Unlike Russia, the oligarchs in Ukraine have never been brought under control. They, instead, control the politicians. Yanukovich was the creature of Akhmetov, was raised up by him, and mostly probably fell when his powerful backer withdraw his support.
Akhmetov and the other oligarchs have only one priority – protecting their wealth.
A people’s revolution?
There was undoubtedly a large degree of popular support and mobilisation, in Kiev and the west of the country. Polls of Maidan participants suggested that most came from the West of the country. The conditions for the mobilisations are social, created by the poverty of the people, the economic crisis, the corruption of government, and the brutality of the police.
This does not, however, explain everything. If social factors were all that applied, why did the not the movement become nationwide? It is also very clear that half the population, specifically Russian speakers in the east (though most were also against the police violence) did not support a “revolution”.

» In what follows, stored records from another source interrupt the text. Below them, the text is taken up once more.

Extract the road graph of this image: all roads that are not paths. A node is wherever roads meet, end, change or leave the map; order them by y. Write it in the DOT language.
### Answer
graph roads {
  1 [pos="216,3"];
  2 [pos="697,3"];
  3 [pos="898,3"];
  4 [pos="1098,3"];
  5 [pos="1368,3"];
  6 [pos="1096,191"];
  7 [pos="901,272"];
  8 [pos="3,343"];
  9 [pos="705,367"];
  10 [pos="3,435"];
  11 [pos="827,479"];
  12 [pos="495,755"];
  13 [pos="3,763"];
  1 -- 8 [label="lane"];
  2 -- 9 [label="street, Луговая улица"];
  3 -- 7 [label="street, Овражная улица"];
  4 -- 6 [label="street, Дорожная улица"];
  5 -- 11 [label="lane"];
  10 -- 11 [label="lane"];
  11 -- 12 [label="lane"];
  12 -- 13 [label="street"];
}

The more the demonstrations went on, the more alienating they became to Russians. The movement started to be suffused with slogans of the Banderites, a wartime fascist movement that collaborated with the Nazis. Reports all agree that the greeting “Glory to Ukraine” “Glory to the heroes” along with slogans like “death to the enemies” have become common in the speech of the demonstrators. The fighters’ shields and helmets are covered with neo-fascist symbols. The television liked to show pictures of women breaking up rocks for the fighters. But this is more problematic if you think that the fighters are the Right Sector.
There do not seem to have been many other forms of protests. Some calls for a general strike amounted to nothing, and workers’ protests were notable by their absence. This is probably unsurprising, as most of the country’s industry is in the Russian-speaking east.
Whether ordinary people now feel empowered by events to challenge the authorities in defence of their own interests remain to be seen, but the right wing leaders of the movement and the fascists will be trying to ensure this does not happen.
Prospects
The immediate prospects do not look good. A power vacuum has been created and some very frightening forces could fill it.
Already there are reports that members of the Right Sector are moving into positions in the Ministry of Internal Affairs, which controls the Police and its own small army, the Internal Troops. The level of right-wing violence on the streets was already rising last year, even before the recent events.
The new government, whoever leads it, is likely to be stridently neo-liberal, determined to finish off the job started in 1991 in destroying the last vestiges of a welfare state. That’s if they don’t all fall out in the bickering, as they did after the Orange Revolution.
The country is dangerously divided, and though the immediate prospect of break up has been avoided, there are powerful tensions pulling at the country. The EU and Nato push to surround Russia is long standing and these events have been seized on this to advance the neo-con strategy of using such mobilisation to achieve regime change, as a later Counterfire essay will argue.